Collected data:
----
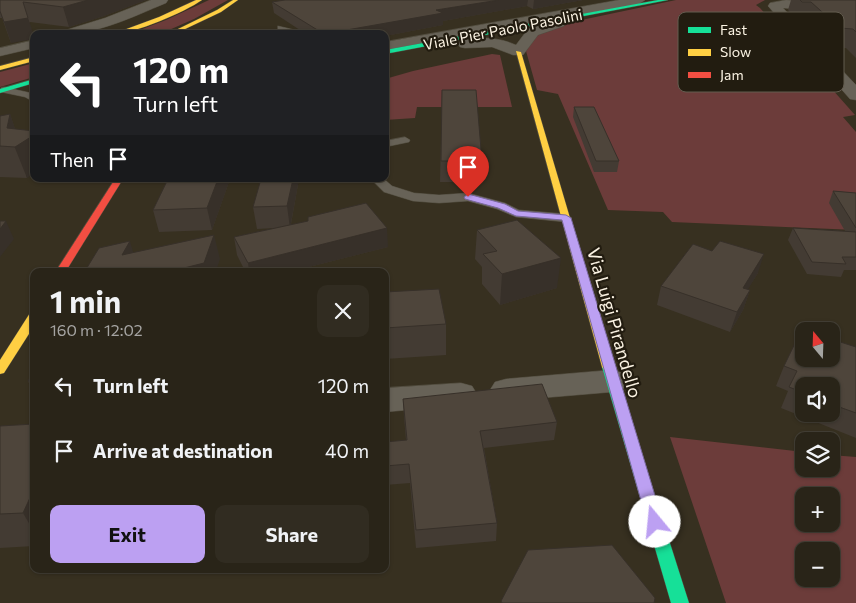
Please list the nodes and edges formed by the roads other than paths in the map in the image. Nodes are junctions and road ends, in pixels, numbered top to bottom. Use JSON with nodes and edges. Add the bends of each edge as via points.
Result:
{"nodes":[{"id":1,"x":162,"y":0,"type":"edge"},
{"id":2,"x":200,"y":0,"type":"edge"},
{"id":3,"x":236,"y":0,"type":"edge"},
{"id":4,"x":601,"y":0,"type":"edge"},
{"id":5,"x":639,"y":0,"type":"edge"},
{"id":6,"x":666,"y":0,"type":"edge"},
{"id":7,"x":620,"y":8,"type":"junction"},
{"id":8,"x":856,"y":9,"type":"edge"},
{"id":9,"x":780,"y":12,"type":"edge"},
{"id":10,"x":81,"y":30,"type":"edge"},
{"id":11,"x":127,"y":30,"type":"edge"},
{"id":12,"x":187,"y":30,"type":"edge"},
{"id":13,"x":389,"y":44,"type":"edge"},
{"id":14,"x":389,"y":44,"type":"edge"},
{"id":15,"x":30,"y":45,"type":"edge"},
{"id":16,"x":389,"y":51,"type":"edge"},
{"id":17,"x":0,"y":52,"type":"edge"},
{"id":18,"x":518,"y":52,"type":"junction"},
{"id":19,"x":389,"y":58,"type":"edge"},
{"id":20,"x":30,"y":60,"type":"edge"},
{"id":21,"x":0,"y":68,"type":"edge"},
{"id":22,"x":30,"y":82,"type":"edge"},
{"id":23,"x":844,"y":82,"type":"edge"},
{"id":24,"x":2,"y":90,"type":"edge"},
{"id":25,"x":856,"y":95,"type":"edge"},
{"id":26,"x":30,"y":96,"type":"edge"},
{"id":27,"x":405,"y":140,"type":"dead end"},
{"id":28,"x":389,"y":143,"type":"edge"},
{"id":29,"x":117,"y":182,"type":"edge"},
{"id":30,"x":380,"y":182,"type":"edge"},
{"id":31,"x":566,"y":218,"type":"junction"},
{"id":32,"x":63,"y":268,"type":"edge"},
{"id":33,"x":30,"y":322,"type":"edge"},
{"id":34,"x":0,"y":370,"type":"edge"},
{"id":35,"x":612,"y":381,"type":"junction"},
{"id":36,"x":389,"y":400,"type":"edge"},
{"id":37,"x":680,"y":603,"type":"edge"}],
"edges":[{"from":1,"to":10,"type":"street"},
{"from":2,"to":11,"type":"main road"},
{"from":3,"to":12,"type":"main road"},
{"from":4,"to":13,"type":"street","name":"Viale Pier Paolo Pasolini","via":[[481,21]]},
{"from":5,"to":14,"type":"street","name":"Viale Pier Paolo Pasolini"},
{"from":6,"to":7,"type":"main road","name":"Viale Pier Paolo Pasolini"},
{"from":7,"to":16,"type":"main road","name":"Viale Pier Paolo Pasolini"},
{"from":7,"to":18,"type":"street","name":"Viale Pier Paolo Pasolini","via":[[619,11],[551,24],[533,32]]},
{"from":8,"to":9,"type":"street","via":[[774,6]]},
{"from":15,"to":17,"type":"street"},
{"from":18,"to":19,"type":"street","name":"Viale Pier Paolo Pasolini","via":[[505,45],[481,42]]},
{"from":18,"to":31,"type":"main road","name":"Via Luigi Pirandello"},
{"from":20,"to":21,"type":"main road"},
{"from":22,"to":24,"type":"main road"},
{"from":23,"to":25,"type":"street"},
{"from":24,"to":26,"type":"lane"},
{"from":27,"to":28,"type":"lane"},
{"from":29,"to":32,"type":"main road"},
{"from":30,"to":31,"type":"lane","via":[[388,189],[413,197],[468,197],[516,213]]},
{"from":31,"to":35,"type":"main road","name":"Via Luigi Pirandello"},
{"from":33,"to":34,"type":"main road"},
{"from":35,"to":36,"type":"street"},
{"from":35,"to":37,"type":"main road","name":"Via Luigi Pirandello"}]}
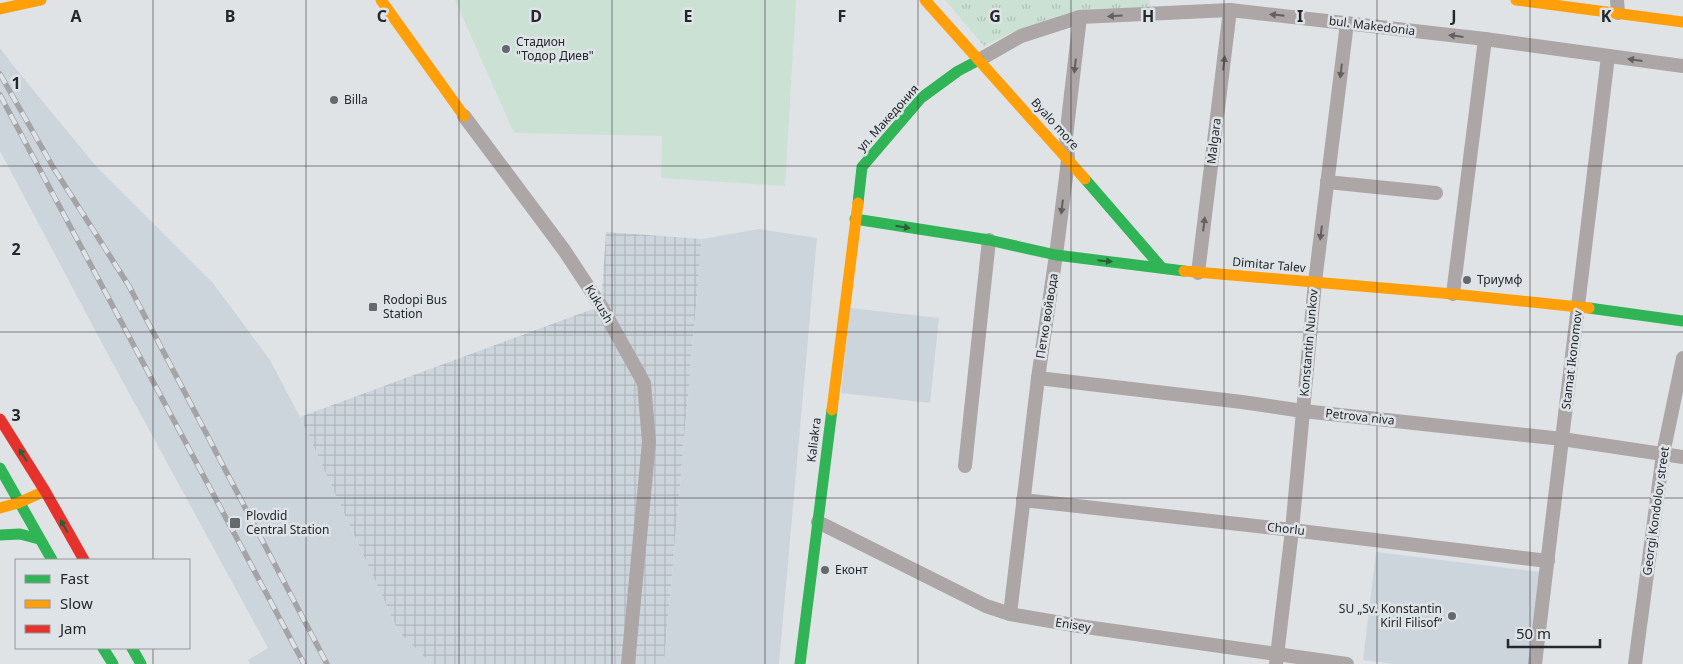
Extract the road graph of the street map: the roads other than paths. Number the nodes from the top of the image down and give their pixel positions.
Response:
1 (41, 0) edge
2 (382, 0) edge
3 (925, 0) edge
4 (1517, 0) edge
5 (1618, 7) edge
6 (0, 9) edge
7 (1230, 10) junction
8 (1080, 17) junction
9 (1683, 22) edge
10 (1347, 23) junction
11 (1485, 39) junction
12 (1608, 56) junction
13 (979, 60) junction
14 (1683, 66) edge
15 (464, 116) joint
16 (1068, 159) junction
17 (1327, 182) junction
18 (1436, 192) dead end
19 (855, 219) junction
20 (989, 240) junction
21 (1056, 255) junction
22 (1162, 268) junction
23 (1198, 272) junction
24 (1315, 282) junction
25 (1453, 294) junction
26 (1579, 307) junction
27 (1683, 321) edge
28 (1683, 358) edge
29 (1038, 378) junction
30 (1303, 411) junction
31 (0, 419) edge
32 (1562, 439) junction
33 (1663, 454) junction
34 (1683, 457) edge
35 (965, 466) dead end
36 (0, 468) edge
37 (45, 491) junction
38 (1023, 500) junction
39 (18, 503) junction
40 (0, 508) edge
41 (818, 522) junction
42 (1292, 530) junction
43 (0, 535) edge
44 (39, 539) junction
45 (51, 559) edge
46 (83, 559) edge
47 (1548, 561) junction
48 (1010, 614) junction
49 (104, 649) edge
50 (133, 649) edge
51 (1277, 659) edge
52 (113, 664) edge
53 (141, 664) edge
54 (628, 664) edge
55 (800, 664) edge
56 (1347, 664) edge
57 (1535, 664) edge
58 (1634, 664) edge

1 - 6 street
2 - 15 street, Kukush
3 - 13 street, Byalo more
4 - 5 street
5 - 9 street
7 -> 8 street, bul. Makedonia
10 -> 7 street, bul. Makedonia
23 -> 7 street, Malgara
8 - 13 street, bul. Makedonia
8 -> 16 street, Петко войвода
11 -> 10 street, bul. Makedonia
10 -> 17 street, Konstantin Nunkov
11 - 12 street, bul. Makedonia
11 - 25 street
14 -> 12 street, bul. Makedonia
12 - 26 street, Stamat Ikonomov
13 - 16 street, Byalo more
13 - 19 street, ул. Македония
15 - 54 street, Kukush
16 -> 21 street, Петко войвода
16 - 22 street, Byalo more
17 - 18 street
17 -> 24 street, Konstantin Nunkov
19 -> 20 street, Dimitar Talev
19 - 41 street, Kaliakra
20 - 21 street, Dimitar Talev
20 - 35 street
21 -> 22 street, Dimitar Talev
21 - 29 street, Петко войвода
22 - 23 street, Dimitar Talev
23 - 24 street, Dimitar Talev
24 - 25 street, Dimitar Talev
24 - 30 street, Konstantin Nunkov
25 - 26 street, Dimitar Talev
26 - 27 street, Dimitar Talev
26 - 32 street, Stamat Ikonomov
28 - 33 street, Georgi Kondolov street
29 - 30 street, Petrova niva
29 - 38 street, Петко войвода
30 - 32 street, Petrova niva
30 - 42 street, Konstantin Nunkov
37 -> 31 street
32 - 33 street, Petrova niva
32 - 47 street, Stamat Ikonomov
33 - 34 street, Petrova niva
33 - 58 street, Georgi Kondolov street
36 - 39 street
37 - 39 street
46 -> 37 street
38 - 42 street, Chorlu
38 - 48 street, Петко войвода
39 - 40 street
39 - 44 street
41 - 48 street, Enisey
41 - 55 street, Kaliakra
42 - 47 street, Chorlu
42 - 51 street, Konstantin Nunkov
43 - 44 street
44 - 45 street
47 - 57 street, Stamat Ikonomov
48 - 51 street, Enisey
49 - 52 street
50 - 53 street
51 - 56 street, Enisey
----
What is needed:
Copy out each line of the records that holds the string "Byalo".

Answer box:
3 - 13 street, Byalo more
13 - 16 street, Byalo more
16 - 22 street, Byalo more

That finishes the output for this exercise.